Difatti il Codice si basa essenzialmente su due principi da applicare al trattamento dei dati: la necessarietà e la proporzionalità delle modalità di trattamento.
Facciamo due esempi di casi recentemente oggetto di analisi del Garante per la privacy.
Il primo caso riguarda l’installazione di lettori di impronte digitali da parte di un ente regionale per il diritto allo studio universitario il quale ha disposto tale meccanismo in ristoranti e pizzerie convenzionate per il controllo dell’accesso al servizio di ristorazione a favore degli aventi diritto, a seguito di eventi di cessioni non autorizzate di ticket; l’altro realizzato da un Comune per costituire una banca dati di impronte digitali dei propri dipendenti al fine di rilevare le presenze. In entrambi i casi la rilevazione di impronte digitali è stata adottata quale strumento dettato dalla necessità di non subire illecite sostituzioni di persone rispettivamente nel godimento di diritti e nell’adempimento di doveri, facendo assumere alla biometria il ruolo di “controllore”.
In sintesi il problema giuridico sta nello stabilire quanto sia sacrificabile la privacy violata dall’utilizzo delle tecnologie biometriche, rispetto agli interessi che si intendono tutelare nell’adozione delle stesse.
Tempo fa era emersa alle cronache la notizia di una banca che avrebbe introdotto le tecnologie biometriche per consentire l’accesso ai propri locali ai clienti. Alle accuse di eccessività delle modalità di trattamento, la banca si giustificava sottolineando l’interesse dei clienti stessi a vedersi maggiormente protetti nel momento in cui accedevano ai locali, protezione non eguagliabile nel caso di accesso consentito al pubblico, anche se controllato.
Tra i progetti relativi a queste tecniche, pensiamo al funzionamento di un’arma subordinato all’utilizzo esclusivo del soggetto autorizzato, cioè al riconoscimento da parte dell’arma delle impronte digitali di un singolo.

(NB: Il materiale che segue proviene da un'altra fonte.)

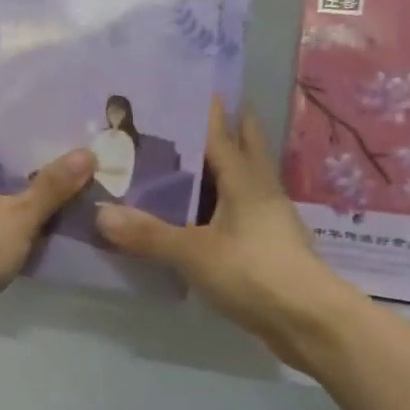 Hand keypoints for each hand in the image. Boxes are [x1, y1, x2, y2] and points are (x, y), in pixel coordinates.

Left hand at [0, 104, 95, 332]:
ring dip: (14, 171)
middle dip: (19, 137)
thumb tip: (88, 153)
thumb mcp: (20, 214)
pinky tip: (37, 202)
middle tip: (61, 128)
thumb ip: (53, 185)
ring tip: (57, 161)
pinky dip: (6, 198)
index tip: (41, 92)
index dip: (7, 98)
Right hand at [96, 100, 350, 364]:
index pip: (223, 133)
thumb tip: (100, 214)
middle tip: (190, 117)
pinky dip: (220, 203)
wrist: (309, 322)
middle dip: (226, 130)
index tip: (190, 87)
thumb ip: (147, 233)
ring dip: (221, 168)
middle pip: (244, 148)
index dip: (208, 110)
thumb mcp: (193, 252)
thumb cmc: (253, 272)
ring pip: (243, 181)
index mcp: (245, 179)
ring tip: (185, 162)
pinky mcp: (268, 245)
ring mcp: (268, 219)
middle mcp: (260, 190)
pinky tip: (199, 214)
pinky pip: (239, 211) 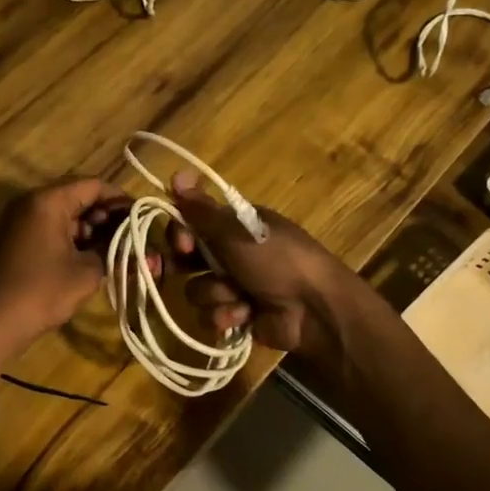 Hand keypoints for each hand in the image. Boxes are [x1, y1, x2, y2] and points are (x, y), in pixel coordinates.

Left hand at [0, 178, 134, 346]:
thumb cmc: (42, 291)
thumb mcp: (87, 273)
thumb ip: (115, 254)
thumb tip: (142, 251)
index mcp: (48, 200)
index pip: (93, 185)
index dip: (121, 199)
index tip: (142, 217)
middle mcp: (31, 202)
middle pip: (78, 196)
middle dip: (107, 215)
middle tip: (131, 236)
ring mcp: (20, 221)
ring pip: (64, 215)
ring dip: (91, 229)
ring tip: (116, 250)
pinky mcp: (16, 241)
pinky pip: (50, 229)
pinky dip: (72, 239)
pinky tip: (91, 258)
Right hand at [166, 172, 362, 366]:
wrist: (314, 309)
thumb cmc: (278, 260)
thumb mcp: (237, 231)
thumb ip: (203, 210)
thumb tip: (177, 174)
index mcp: (235, 226)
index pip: (192, 223)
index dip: (180, 233)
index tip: (182, 243)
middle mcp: (231, 253)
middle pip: (187, 258)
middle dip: (182, 265)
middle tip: (175, 270)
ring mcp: (233, 286)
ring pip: (197, 290)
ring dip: (216, 295)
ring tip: (240, 297)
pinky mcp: (237, 315)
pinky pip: (210, 316)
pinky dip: (227, 315)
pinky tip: (247, 315)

In tal caso, probabilmente, il problema giuridico si risolve a favore delle tecniche biometriche, con un giudizio di prevalenza dell’interesse della comunità a tutelarsi da un uso improprio dell’arma stessa.

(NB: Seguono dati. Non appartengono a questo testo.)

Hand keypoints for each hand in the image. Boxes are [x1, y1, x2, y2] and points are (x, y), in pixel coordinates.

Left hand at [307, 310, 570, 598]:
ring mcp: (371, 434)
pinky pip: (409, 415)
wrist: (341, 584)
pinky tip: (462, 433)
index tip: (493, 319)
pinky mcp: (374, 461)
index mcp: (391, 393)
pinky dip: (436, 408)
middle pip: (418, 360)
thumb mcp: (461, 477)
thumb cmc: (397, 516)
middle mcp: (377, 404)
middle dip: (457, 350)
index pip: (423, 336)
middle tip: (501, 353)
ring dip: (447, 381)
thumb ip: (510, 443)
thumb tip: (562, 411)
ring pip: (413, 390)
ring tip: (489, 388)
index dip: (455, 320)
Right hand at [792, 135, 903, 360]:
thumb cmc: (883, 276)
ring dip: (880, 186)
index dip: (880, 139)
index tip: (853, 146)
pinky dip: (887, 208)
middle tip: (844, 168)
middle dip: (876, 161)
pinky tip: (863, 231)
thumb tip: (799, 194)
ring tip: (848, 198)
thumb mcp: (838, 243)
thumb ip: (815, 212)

Ma ciò che giuridicamente potrebbe essere utile sulla tematica, più che della disquisizione sulla compatibilità o meno tra biometria e privacy, sarebbero norme di regolamentazione delle modalità di acquisizione e trattamento dei dati biometrici: si dovrebbe generare una normativa specifica sulla biometria, in quanto al di là dei principi vigenti per la protezione dei dati personali, i dati biometrici dovrebbero essere sottoposti a più rigorose misure e controlli. La riproduzione di una banca dati biometrici non è equiparabile alla riproduzione di una semplice banca dati di clienti o fornitori. E forse la telesorveglianza non appare parimenti invasiva? Riprendere interamente la figura ed i movimenti di una persona non è giuridicamente parificabile, come “mezzo invasivo”, al rilievo biometrico? È di questi giorni la notizia di un gruppo di aziende operativo a livello internazionale che sta studiando un progetto di identificazione delle persone attraverso indicatori biometrici “telefonici”: ovvero il segnale vocale ed il movimento delle labbra del volto. I dati raccolti saranno elaborati da una sim card interna al cellulare che avrà lo scopo di funzionare da “firma elettronica” consentendo il riconoscimento della paternità delle parole pronunciate. In questo senso dunque la biometria va letta come un mezzo di riconoscimento a distanza che supera tutte le incertezze consequenziali alle comunicazioni a distanza tra soggetti, comunicazioni oltretutto verbali.
Insomma: mentre il dibattito giuridico si perde dietro all’ammissibilità o meno delle tecniche biometriche, di fatto, le stesse si stanno imponendo come dei mezzi di certezza e garanzia tra quei soggetti che avranno l’opportunità e la volontà di sperimentarle.